Department of Mathematics, Howard University, Washington, DC, USA.
J Biol Dyn. 2021 Dec;15(1):523-562. doi: 10.1080/17513758.2021.1991497.
In a recent paper, Che et al. [5] used a continuous-time Ordinary Differential Equation (ODE) model with risk structure to study cholera infections in Cameroon. However, the population and the reported cholera cases in Cameroon are censored at discrete-time annual intervals. In this paper, unlike in [5], we introduce a discrete-time risk-structured cholera model with no spatial structure. We use our discrete-time demographic equation to 'fit' the annual population of Cameroon.

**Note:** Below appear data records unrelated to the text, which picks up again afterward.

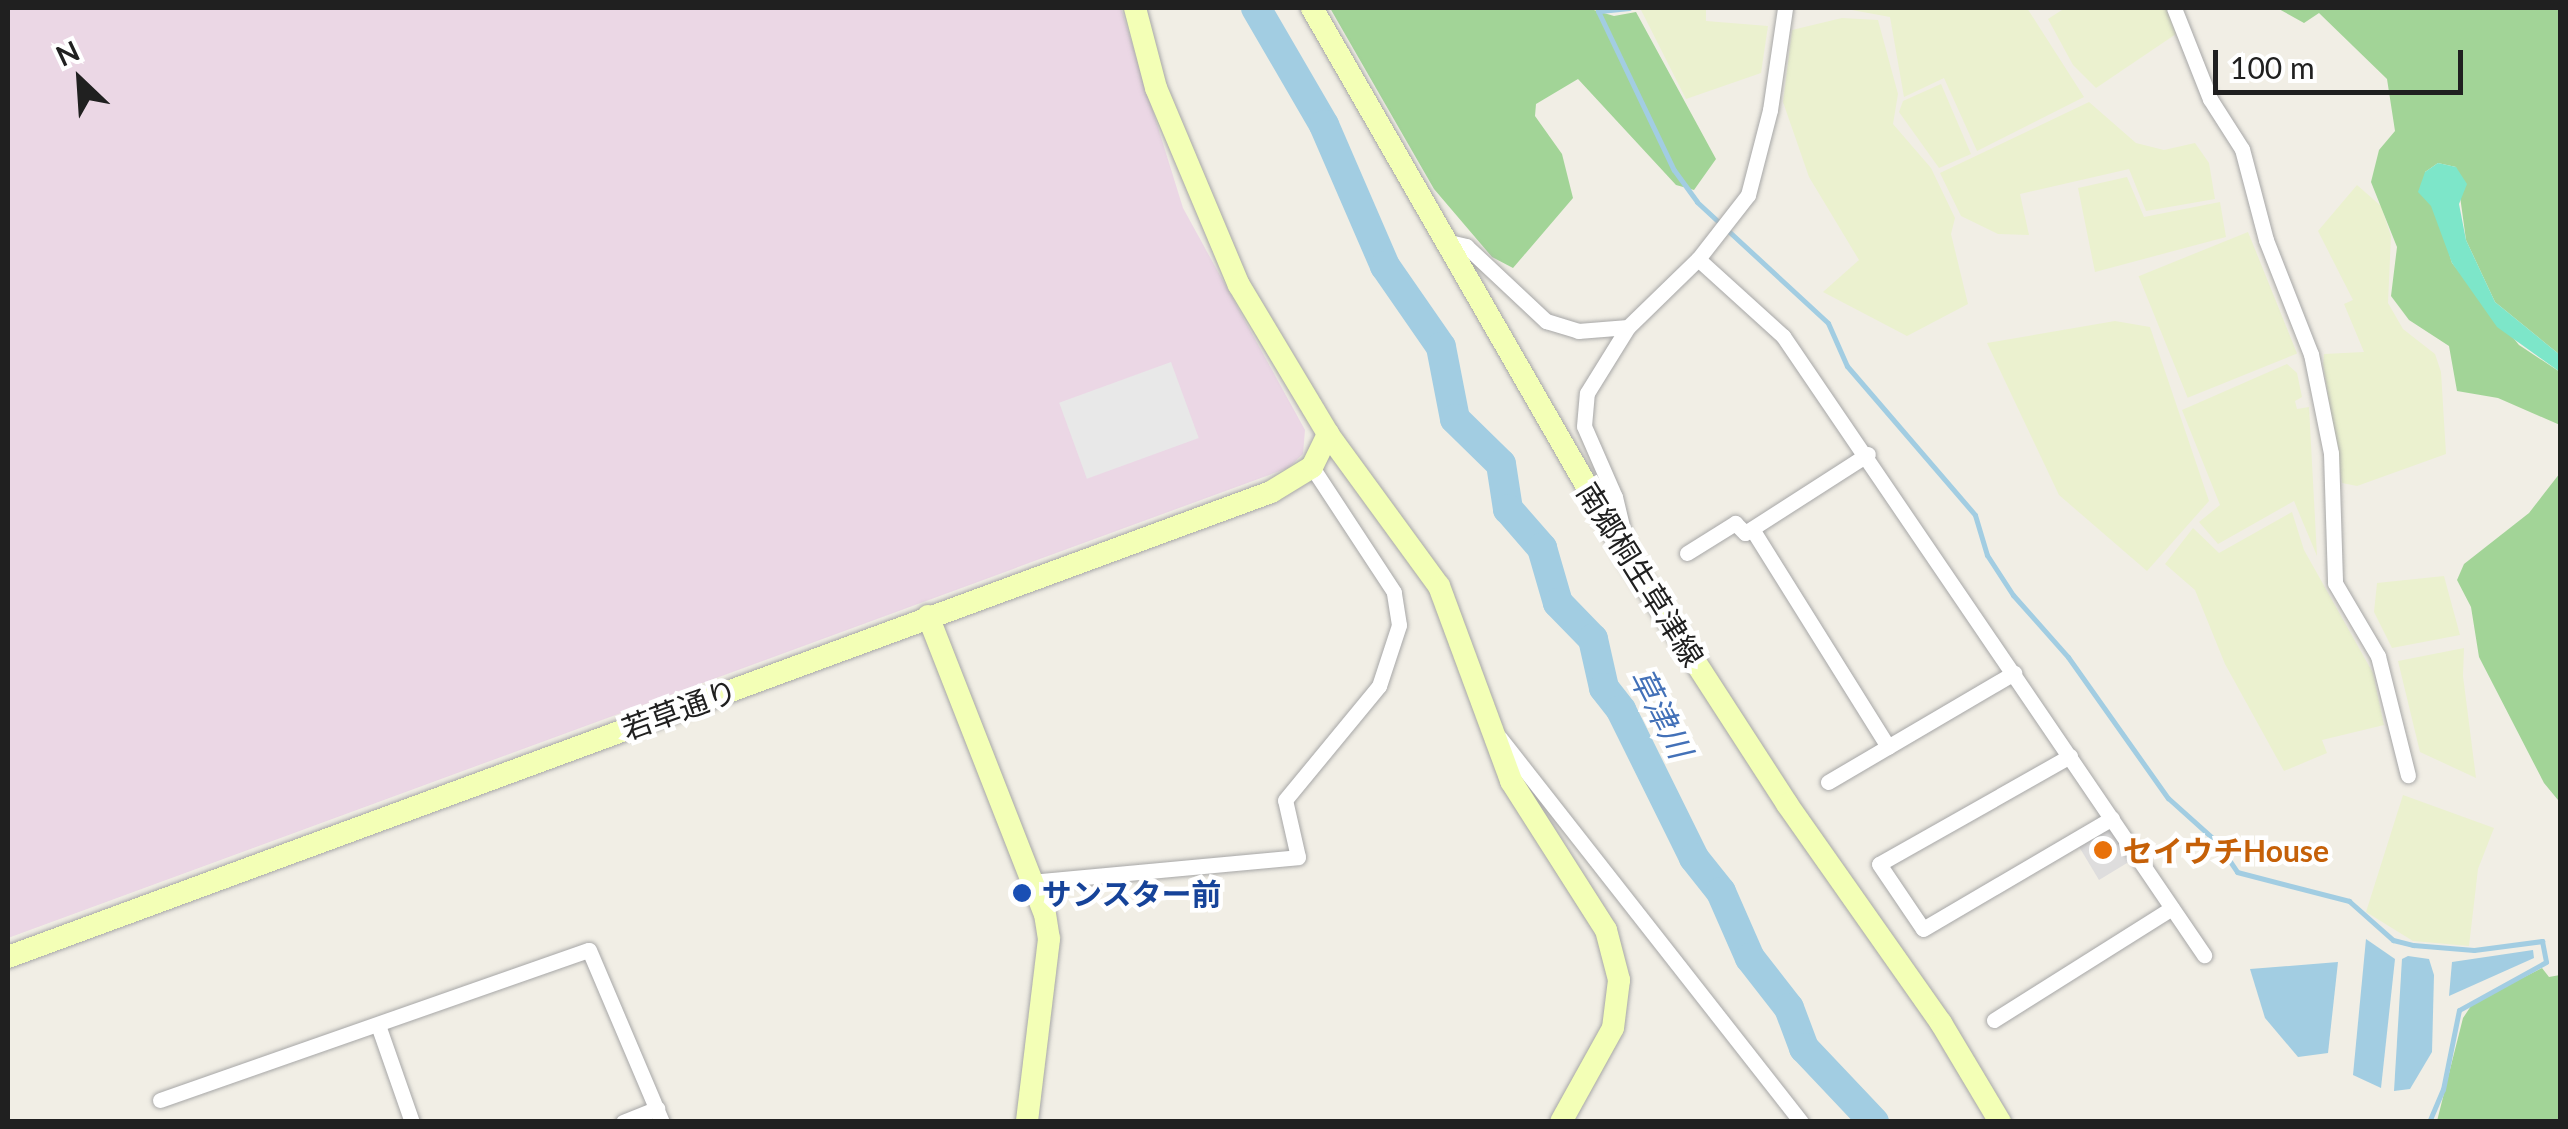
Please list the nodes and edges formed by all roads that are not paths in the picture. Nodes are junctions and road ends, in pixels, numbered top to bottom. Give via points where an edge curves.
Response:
1 (1135, 8) edge
2 (1312, 8) edge
3 (1785, 8) edge
4 (2174, 8) edge
5 (1445, 242) junction
6 (1698, 260) junction
7 (1628, 328) junction
8 (1328, 434) junction
9 (1868, 454) junction
10 (1312, 466) junction
11 (1752, 528) junction
12 (1687, 552) dead end
13 (1628, 558) junction
14 (928, 616) junction
15 (2014, 673) junction
16 (1488, 723) junction
17 (1888, 747) junction
18 (2070, 756) junction
19 (2408, 775) dead end
20 (1828, 782) dead end
21 (2112, 818) junction
22 (1030, 882) junction
23 (2172, 908) junction
24 (2204, 956) dead end
25 (8, 957) edge
26 (1994, 1020) dead end
27 (378, 1025) junction
28 (160, 1100) dead end
29 (660, 1115) edge
30 (412, 1122) edge
31 (624, 1122) edge
32 (1027, 1122) edge
33 (1561, 1122) edge
34 (1801, 1122) edge
35 (2000, 1122) edge

1 - 8 street via 1156,88 1210,226
2 - 5 street, 南郷桐生草津線
3 - 6 street via 1770,110 1748,195
4 - 19 street via 2210,99 2242,149 2266,240 2311,354 2331,453 2334,583 2378,656
5 - 7 street via 1466,246 1546,321 1578,331
5 - 13 street, 南郷桐生草津線
6 - 7 street
6 - 9 street via 1783,336
7 - 13 street via 1582,412 1615,496
8 - 10 street
8 - 16 street via 1440,586
9 - 11 street
9 - 15 street
10 - 14 street, 若草通り via 1270,492
10 - 22 street via 1394,592 1399,625 1378,686 1285,800 1298,857
11 - 12 street via 1744,533 1735,523
11 - 17 street
13 - 35 street, 南郷桐生草津線
14 - 22 street
14 - 25 street, 若草通り
15 - 17 street
15 - 18 street
16 - 33 street via 1511,781 1606,930 1615,956 1613,1028
16 - 34 street
17 - 20 street
18 - 21 street
18 - 21 street via 1879,864 1924,929
21 - 23 street
22 - 32 street via 1049,938
23 - 24 street
23 - 26 street
27 - 28 street
27 - 29 street via 590,950
27 - 30 street
29 - 31 street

Furthermore, we use our fitted discrete-time model to capture the annually reported cholera cases from 1987 to 2004 and to study the impact of vaccination, treatment and improved sanitation on the number of cholera infections from 2004 to 2019. Our discrete-time cholera model confirms the results of the ODE model in [5]. However, our discrete-time model predicts a decrease in the number of cholera cases in a shorter period of cholera intervention (2004-2019) as compared to the ODE model's period of intervention (2004-2022).

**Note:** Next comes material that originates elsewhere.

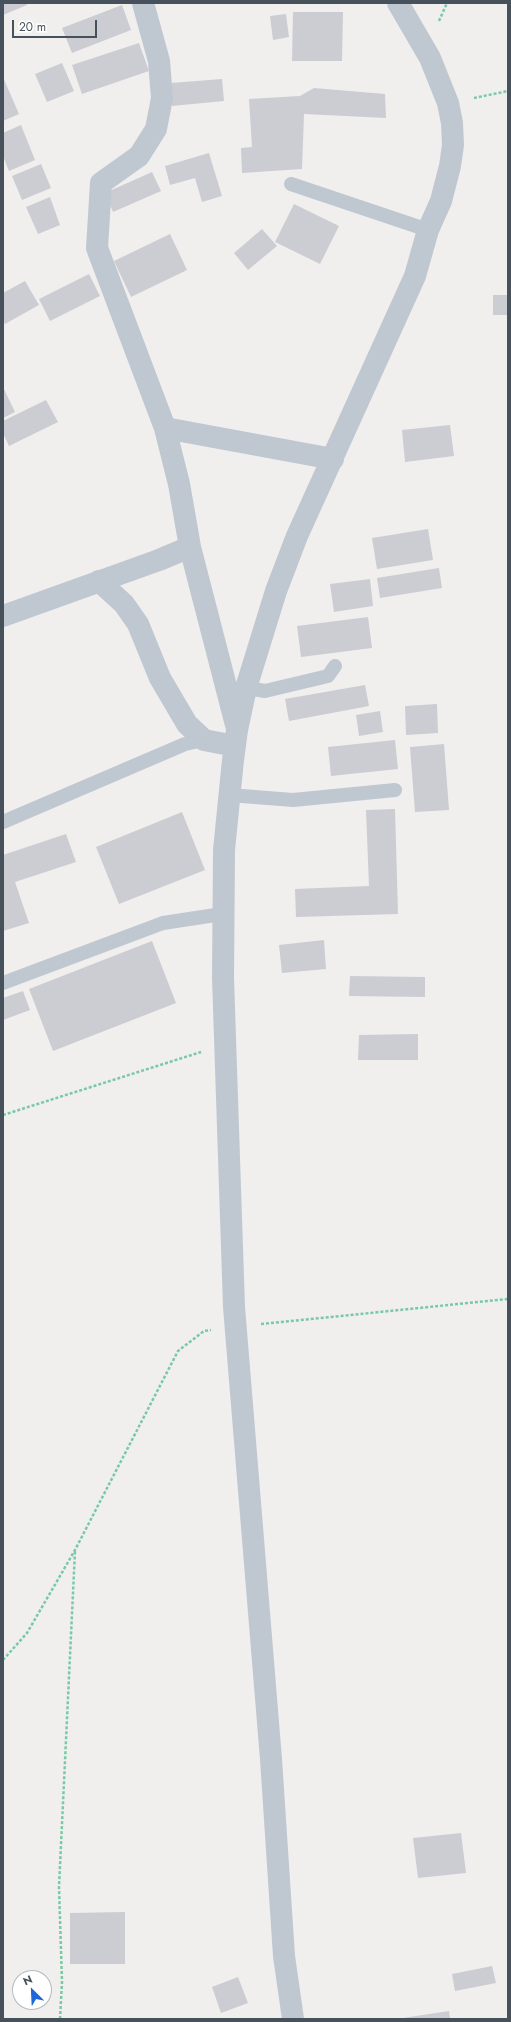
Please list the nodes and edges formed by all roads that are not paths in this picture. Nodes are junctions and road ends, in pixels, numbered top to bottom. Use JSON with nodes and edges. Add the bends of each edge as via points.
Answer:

在最近的一篇论文中,Che 等人[5]使用具有风险结构的连续时间常微分方程(ODE)模型来研究喀麦隆的霍乱感染。然而,喀麦隆的人口和报告的霍乱病例在离散时间上以年度间隔进行了删失。在本文中,与[5]不同,我们引入了一个没有空间结构的离散时间风险结构霍乱模型。我们使用我们的离散时间人口方程来“拟合”喀麦隆的年度人口。此外,我们使用拟合的离散时间模型来捕获 1987 年至 2004 年每年报告的霍乱病例,并研究接种疫苗、治疗和改善卫生条件对 2004 年至 2019 年霍乱感染数量的影响。我们的离散时间霍乱模型证实了[5]中 ODE 模型的结果。然而,与 ODE 模型的干预期(2004-2022 年)相比,我们的离散时间模型预测在较短的霍乱干预期(2004-2019 年)内霍乱病例数量会减少。